2. Pessoas físicas e jurídicas terão a possibilidade de evitar que informação legalmente sob seu controle seja divulgada, adquirida ou usada por terceiros, sem seu consentimento, de maneira contrária a práticas comerciais honestas, desde que tal informação: a) seja secreta, no sentido de que não seja conhecida em geral nem facilmente acessível a pessoas de círculos que normalmente lidam com o tipo de informação em questão, seja como um todo, seja na configuração e montagem específicas de seus componentes; b) tenha valor comercial por ser secreta; e c) tenha sido objeto de precauções razoáveis, nas circunstâncias, pela pessoa legalmente em controle da informação, para mantê-la secreta”. 

 De outro lado, um ponto específico a ser considerarado é o aspecto econômico-financeiro. Neste particular, as empresas devem levantar os potenciais custos e benefícios. Isto deve ser feito, tanto sobre as implicações de utilizar o sistema de propriedade intelectual, quanto em relação aos processos internos que terão de implementar e manter, caso queiram guardar a tecnologia em segredo.

 Enfim, como se buscou ilustrar pela linguagem do cinema, a exclusividade da poderosa armadura de guerra do super-herói ocorre pelo segredo industrial e não pela propriedade.

 De fato, a opção das Indústrias Stark, pelo segredo industrial, parece bastante compreensível.

  Mas... no mundo real... como é de se esperar, nem sempre é tão simples...

 Em que pese a existência de extensa e complexa legislação brasileira sobre propriedade intelectual, constata-se, ainda, a falta de cultura organizacional, que permita utilizar os variados instrumentos de forma mais efetiva.

 Pensando nisto, deixamos as seguintes questões para reflexão:

1. Em sua empresa ou plano de negócios em elaboração, há conhecimentos, que podem ser considerados como de valor estratégico ou sensível?

2. Estes conhecimentos estratégicos já causaram o seguinte dilema: devo guardá-los em segredo industrial ou será melhor protegê-los pelo sistema de propriedade intelectual?

3. De que forma os concorrentes, em seu ramo de negócio, protegem os produtos e processos comercializados?

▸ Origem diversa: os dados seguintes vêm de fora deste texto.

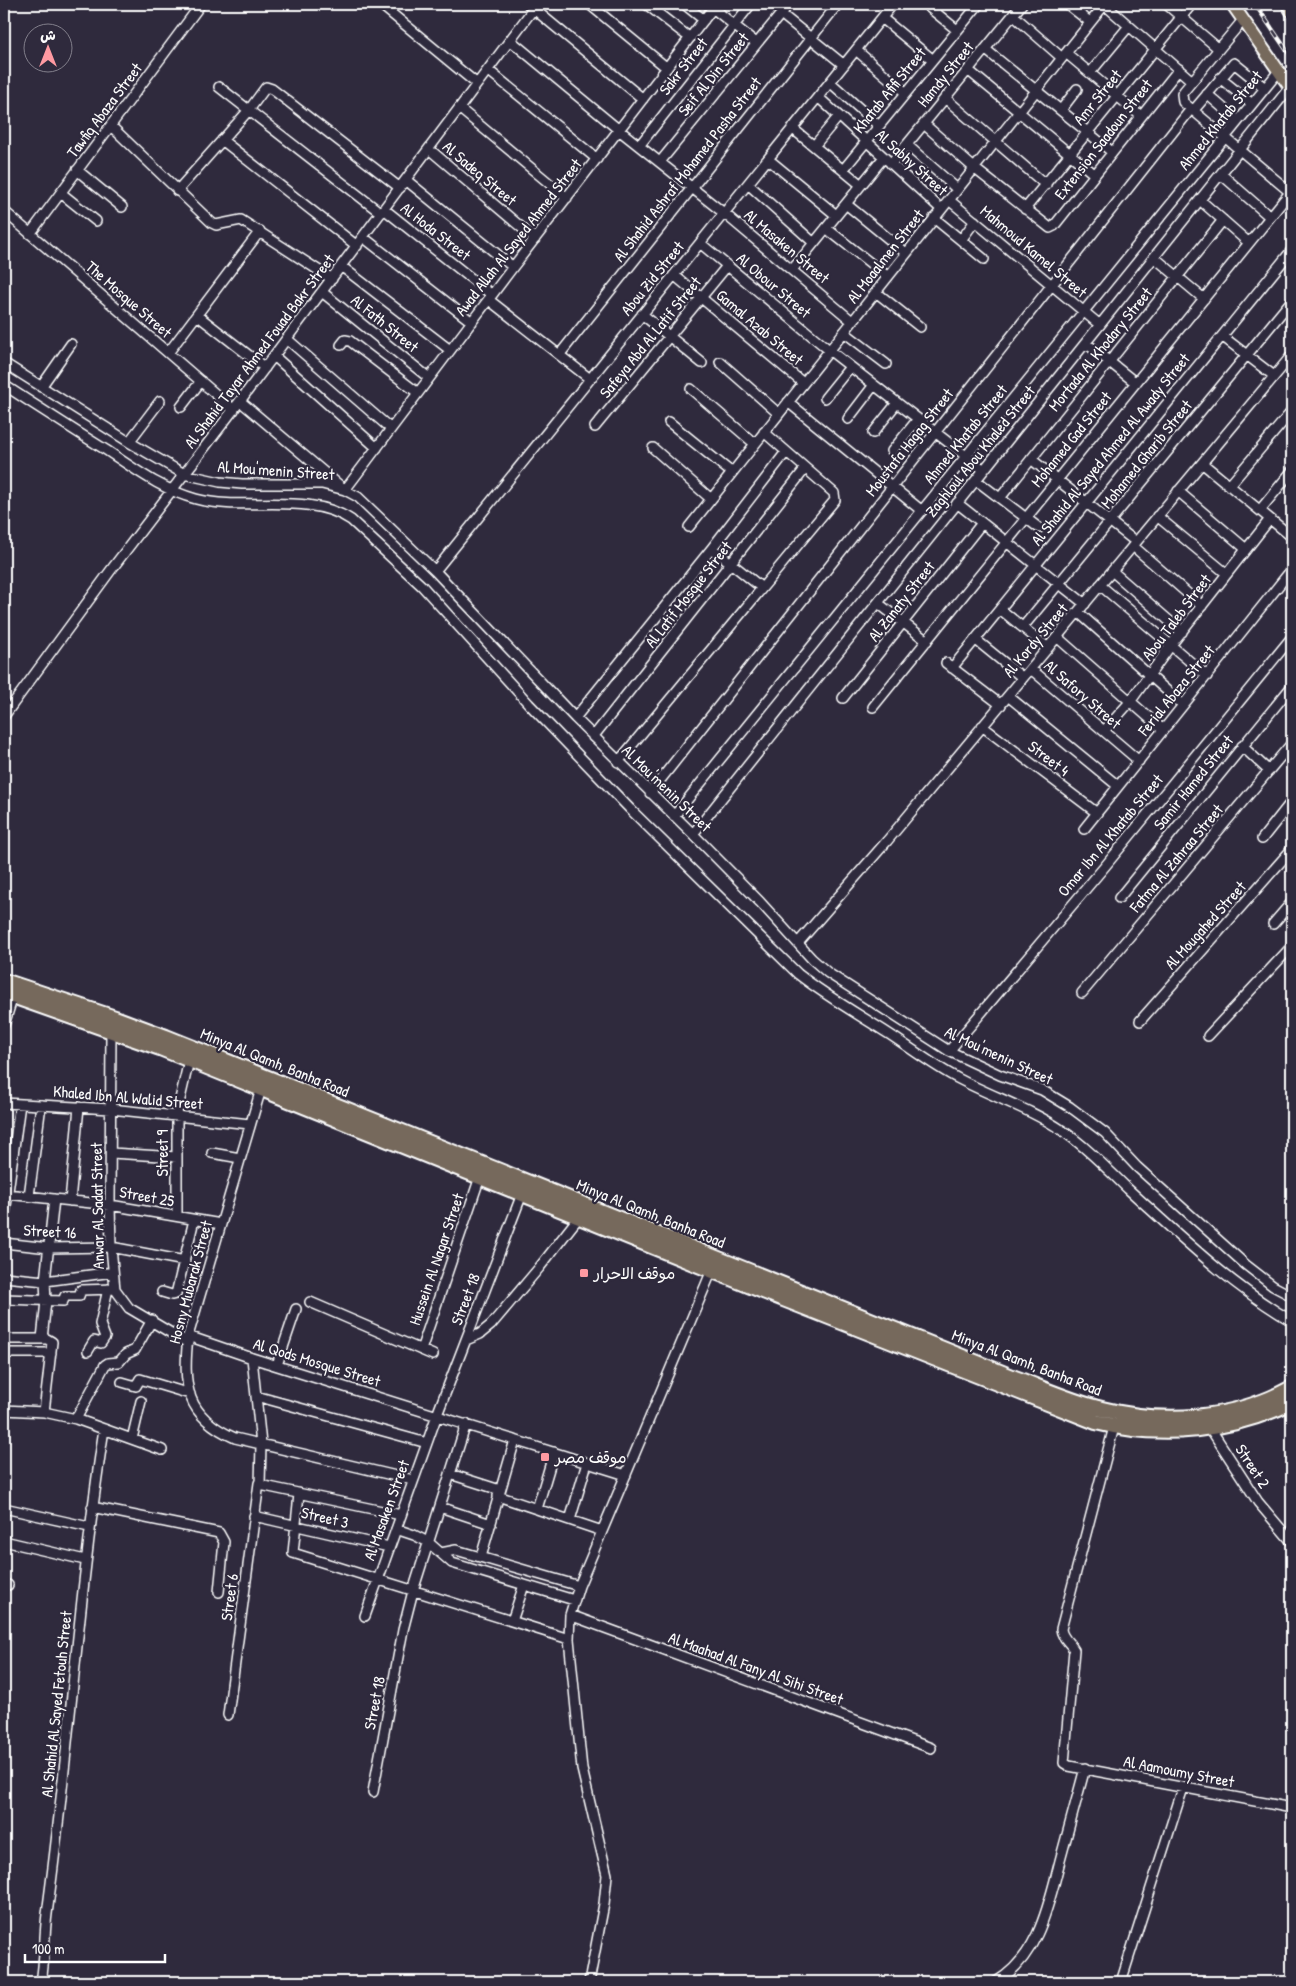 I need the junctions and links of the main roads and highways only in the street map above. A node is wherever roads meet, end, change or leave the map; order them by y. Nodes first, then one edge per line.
1 (1232, 4) edge
2 (1287, 4) edge
3 (1292, 12) edge
4 (1291, 88) edge
5 (4, 981) edge
6 (9, 995) edge
7 (957, 1361) junction
8 (1292, 1388) edge
9 (1292, 1402) edge

1 - 4 main road
2 - 3 main road
5 - 7 highway, Minya Al Qamh, Banha Road
6 - 7 highway, Minya Al Qamh, Banha Road
7 - 8 highway, Minya Al Qamh, Banha Road
7 - 9 highway, Minya Al Qamh, Banha Road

4. Estes conceitos básicos sobre propriedade intelectual foram úteis ao seu atual empreendimento ou plano de negócios em elaboração?

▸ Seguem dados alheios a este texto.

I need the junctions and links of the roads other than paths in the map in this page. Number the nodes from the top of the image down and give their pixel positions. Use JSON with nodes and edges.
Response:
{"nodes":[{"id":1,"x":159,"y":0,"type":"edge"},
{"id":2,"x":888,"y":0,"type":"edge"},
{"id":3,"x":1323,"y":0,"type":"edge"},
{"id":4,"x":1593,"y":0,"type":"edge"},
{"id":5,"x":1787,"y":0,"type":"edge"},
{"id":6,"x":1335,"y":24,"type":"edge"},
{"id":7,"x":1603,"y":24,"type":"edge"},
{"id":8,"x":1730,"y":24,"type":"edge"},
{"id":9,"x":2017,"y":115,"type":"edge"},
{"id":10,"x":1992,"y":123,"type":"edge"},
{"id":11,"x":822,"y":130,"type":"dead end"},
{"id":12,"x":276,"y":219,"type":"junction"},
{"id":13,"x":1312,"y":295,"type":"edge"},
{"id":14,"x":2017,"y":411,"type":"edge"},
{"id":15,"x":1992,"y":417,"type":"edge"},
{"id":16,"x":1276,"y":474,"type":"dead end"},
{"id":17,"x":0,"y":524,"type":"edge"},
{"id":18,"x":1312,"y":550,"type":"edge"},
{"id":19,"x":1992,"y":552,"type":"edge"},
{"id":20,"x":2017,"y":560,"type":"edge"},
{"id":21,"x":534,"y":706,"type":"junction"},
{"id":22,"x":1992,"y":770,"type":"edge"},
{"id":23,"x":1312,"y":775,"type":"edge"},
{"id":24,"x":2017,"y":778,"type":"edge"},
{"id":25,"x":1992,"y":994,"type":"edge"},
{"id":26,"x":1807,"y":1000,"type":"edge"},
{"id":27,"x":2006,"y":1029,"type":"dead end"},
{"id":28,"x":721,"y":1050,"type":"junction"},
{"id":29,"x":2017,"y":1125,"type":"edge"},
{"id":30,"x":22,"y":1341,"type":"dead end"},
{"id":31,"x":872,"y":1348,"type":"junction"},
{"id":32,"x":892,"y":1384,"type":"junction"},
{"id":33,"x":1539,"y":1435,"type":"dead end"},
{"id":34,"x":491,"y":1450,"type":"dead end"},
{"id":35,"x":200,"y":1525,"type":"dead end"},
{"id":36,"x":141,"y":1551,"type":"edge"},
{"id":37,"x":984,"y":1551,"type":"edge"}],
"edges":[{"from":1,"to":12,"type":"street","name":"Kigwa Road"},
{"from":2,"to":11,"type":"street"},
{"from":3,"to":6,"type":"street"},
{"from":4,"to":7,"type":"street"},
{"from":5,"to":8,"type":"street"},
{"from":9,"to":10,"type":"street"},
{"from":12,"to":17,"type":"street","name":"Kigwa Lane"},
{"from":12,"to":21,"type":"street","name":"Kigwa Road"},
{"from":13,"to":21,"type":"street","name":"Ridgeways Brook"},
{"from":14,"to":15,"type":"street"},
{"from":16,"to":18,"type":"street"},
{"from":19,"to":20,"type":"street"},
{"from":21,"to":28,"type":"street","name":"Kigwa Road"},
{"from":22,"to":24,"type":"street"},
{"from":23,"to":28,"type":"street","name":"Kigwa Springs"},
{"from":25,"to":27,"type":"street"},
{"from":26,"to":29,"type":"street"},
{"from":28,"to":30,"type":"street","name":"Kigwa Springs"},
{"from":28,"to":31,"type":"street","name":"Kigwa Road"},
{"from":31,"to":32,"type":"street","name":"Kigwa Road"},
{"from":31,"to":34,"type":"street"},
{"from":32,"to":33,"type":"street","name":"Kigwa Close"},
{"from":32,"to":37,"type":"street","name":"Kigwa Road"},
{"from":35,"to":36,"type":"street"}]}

 Por fim, também deixamos o gancho de uma fala da personagem Virgínia Pepper, já sob a forte pressão do cargo de CEO das Indústrias Stark:

- Temos os melhores advogados de patentes! E não podemos processá-los? 

 Isto nos leva à uma outra reflexão, sobre este intrigante instrumento de propriedade intelectual:

 O que são patentes?



Referências:

[1] A Lei nº 9.279, de 14 de maio de 1996 regula direitos e obrigações relativos à propriedade industrial.

[2] A Lei nº 9.610, de 19 de fevereiro de 1998 altera, atualiza e consolida a legislação sobre direitos autorais e dá outras providências.

[3] A Lei nº 9.609, de 19 de fevereiro de 1998 dispõe sobre a proteção da propriedade intelectual de programa de computador, sua comercialização no País, e dá outras providências.

[4] A Lei no 11.484, de 31 de maio de 2007 dispõe sobre a proteção à propriedade intelectual das topografias de circuitos integrados.

[5] A Lei nº 9.546, de 25 de abril 1997 institui a Proteção de Cultivares.

[6] A Lei nº 13.123, de 20 de maio de 2015 dispõe sobre o acesso ao patrimônio genético, sobre a proteção e o acesso ao conhecimento tradicional associado e sobre a repartição de benefícios para conservação e uso sustentável da biodiversidade.

 [7] No caso dos direitos autorais, muito embora o art. 18, da Lei nº 9.610/1998, disponha que este regime de proteção ocorra independentemente de registro, é bastante comum que se busque resguardar prova de anterioridade, por meio de publicação de obras em diversos formatos, por exemplo com o uso de tecnologia blockchain.

*Texto adaptado do meu capítulo Proteção do conhecimento em tecnologias de Defesa Nacional: perspectivas a partir da obra “Homem de Ferro 2”, que tive a oportunidade de contribuir para o livro A propriedade intelectual na visão do cinema: olhares interdisciplinares, organizado pelo professor Carlos Ardissone e publicado pela Editora Lumen Juris (Rio de Janeiro, 2022).